Requirement
Could you filter the material and copy every line where the word "that" occurs?

Information provided
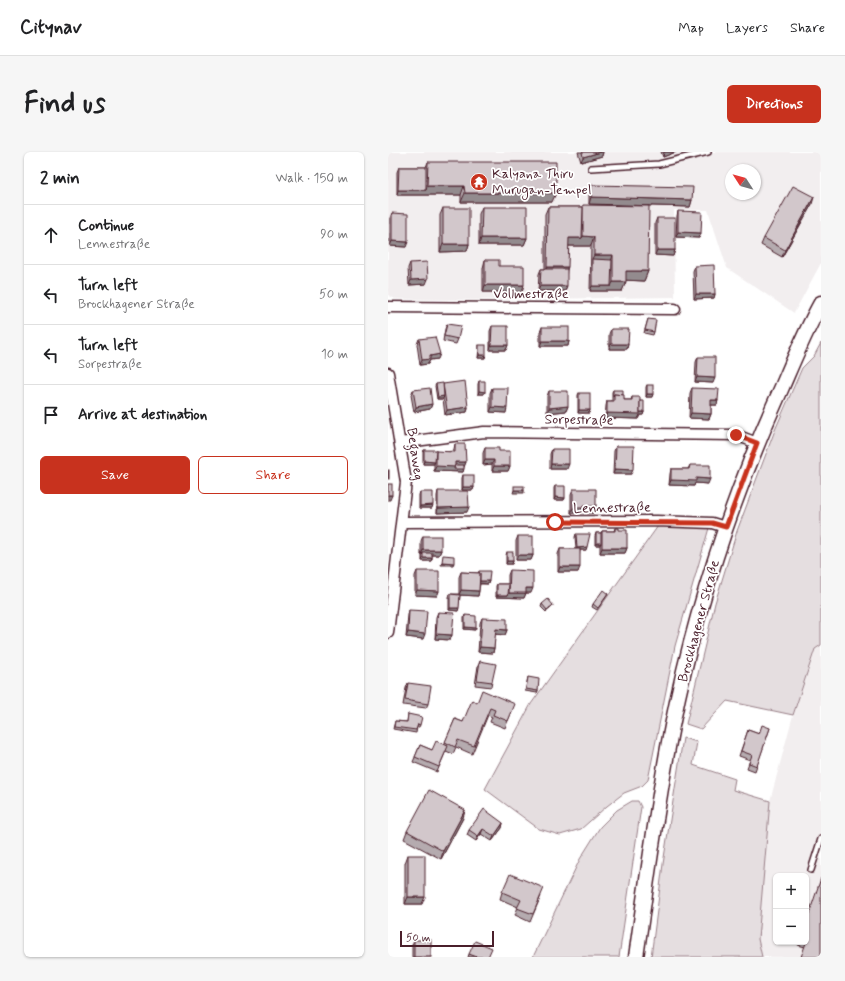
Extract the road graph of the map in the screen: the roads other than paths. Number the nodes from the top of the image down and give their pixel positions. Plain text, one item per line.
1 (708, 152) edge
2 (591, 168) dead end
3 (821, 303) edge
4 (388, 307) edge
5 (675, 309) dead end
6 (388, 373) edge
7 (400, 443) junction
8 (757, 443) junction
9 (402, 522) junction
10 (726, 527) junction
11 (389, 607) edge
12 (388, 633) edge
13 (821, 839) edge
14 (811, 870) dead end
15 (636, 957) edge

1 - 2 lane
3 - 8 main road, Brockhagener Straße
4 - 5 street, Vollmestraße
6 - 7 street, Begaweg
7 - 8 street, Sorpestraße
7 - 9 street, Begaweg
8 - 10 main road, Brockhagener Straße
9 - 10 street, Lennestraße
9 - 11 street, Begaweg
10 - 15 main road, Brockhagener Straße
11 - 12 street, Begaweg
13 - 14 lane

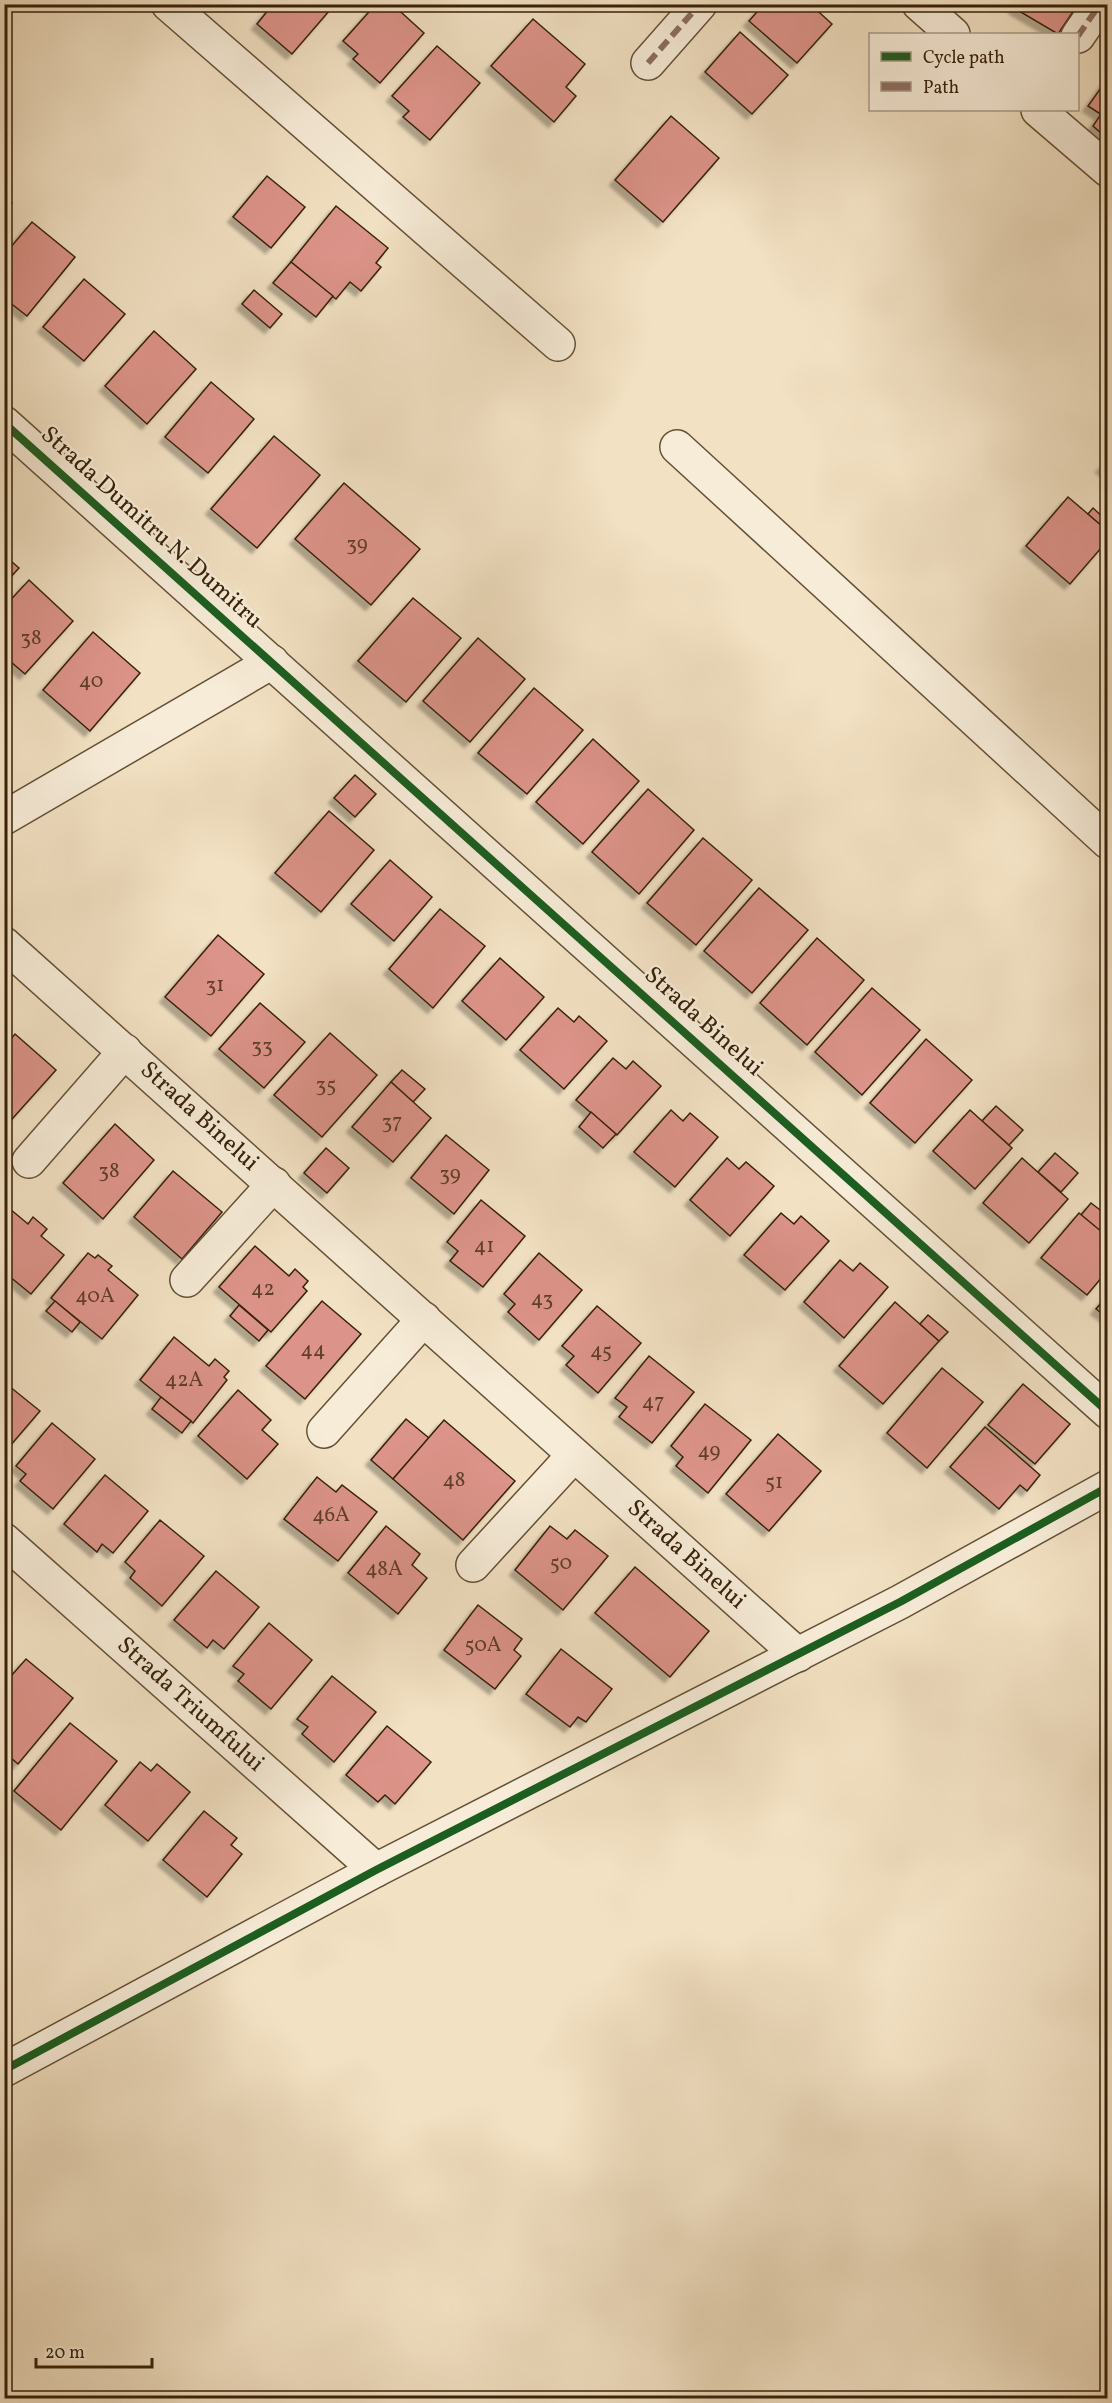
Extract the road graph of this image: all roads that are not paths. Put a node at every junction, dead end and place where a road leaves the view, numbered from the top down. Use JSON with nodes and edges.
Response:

--

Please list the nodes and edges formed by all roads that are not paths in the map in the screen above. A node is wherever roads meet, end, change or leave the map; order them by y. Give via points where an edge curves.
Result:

==

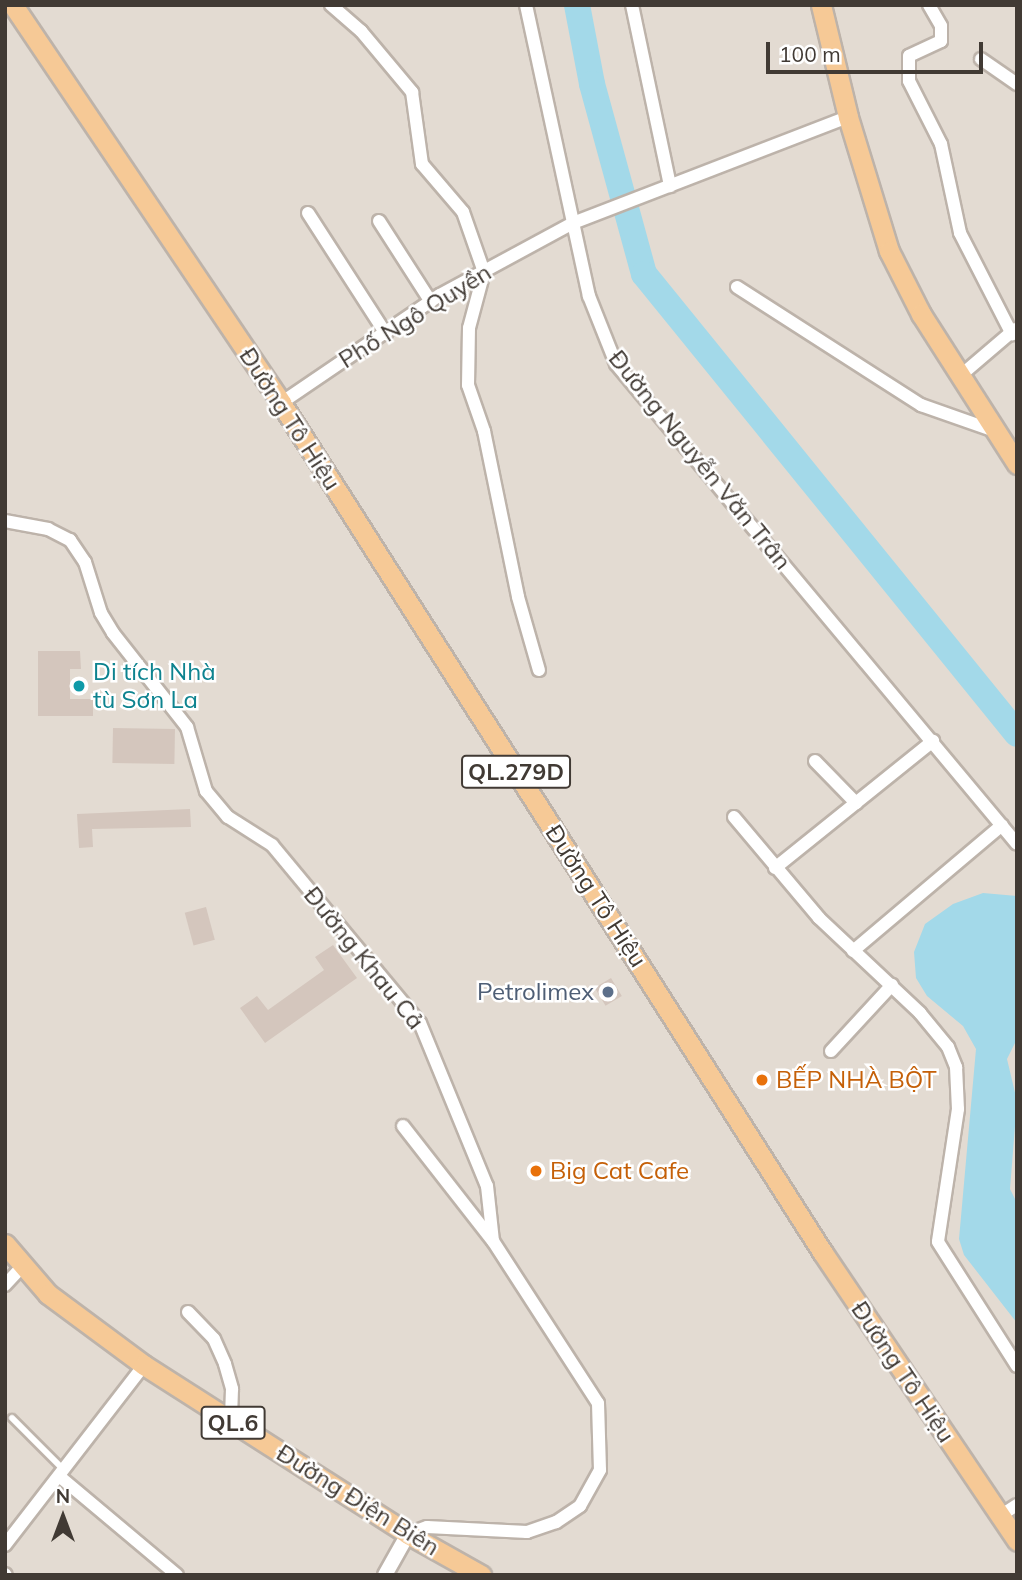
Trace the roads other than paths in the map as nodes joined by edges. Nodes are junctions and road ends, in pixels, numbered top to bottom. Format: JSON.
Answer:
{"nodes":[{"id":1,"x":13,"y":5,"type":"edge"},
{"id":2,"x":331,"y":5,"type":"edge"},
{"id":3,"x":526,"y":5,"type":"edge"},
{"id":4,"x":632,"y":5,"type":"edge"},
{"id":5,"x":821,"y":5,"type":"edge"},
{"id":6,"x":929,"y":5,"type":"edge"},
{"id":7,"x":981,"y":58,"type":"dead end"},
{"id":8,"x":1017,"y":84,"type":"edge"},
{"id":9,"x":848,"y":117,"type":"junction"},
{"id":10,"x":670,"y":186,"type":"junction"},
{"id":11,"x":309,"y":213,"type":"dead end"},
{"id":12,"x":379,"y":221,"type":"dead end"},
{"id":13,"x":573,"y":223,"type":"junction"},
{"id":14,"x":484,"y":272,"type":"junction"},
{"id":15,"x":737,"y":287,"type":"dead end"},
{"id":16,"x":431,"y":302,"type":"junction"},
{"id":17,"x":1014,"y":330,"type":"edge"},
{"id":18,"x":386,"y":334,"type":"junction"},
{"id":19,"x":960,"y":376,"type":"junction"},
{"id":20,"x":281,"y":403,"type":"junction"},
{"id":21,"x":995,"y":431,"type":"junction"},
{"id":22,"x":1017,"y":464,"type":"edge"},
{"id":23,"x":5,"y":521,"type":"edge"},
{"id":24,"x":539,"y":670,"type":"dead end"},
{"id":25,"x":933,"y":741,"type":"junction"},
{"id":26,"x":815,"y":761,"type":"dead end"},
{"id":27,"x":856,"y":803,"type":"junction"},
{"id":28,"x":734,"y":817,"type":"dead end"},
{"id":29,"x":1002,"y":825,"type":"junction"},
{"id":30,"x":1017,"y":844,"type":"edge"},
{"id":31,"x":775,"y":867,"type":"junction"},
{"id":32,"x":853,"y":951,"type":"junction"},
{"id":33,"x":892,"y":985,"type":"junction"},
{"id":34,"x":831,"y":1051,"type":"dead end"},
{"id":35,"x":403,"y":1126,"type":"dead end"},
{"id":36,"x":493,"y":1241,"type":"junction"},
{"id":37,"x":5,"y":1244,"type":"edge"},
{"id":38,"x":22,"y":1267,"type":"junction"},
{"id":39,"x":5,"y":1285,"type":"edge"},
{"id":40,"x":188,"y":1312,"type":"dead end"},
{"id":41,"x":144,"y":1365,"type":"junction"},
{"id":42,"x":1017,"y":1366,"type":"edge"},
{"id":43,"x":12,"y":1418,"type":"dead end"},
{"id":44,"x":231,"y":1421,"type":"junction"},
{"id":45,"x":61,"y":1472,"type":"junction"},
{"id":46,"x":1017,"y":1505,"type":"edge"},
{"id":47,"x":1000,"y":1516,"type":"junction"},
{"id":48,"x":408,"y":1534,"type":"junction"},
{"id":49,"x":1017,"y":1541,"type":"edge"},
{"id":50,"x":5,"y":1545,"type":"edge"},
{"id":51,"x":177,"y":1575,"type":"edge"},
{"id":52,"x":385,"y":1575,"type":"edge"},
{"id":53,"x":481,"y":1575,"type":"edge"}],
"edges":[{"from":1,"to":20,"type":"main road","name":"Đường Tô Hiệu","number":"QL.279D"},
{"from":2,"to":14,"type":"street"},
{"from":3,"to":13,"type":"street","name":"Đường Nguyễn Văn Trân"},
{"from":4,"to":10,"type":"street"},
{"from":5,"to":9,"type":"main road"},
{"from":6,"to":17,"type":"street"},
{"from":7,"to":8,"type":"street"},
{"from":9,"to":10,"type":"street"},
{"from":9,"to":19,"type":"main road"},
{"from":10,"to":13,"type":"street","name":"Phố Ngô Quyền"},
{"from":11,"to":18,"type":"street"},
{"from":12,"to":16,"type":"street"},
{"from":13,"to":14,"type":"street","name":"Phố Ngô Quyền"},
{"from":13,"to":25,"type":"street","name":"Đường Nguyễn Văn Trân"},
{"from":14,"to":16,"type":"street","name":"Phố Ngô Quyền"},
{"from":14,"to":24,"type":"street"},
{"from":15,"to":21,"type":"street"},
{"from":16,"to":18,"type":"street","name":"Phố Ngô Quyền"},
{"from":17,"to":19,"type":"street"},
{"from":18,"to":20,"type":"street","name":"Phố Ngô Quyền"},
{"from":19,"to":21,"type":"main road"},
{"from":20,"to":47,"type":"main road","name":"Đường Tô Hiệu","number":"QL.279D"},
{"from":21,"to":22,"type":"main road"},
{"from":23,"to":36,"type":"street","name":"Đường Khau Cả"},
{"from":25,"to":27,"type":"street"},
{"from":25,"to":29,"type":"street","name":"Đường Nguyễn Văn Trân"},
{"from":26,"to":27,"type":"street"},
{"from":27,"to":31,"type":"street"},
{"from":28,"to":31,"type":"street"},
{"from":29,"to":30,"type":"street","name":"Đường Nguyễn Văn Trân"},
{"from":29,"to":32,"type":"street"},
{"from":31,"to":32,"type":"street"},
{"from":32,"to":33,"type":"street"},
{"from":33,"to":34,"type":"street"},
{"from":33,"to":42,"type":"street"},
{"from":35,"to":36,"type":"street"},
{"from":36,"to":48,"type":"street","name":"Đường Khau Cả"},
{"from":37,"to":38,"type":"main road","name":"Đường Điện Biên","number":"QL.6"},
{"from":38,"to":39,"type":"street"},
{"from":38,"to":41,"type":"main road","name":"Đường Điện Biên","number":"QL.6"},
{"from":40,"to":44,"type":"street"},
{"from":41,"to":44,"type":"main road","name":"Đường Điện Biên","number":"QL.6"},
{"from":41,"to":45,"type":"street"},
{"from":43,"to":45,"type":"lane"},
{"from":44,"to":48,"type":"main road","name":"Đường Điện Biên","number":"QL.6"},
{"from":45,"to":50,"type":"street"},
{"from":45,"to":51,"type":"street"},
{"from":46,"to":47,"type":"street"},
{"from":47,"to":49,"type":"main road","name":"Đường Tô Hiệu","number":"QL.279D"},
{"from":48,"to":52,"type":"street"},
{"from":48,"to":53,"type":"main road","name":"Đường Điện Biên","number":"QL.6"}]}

Solution below
Extract the road graph of this image: all roads that are not paths. Put a node at every junction, dead end and place where a road leaves the view, numbered from the top down. Use JSON with nodes and edges.
Please list the nodes and edges formed by all roads that are not paths in the map in the screen above. A node is wherever roads meet, end, change or leave the map; order them by y. Give via points where an edge curves.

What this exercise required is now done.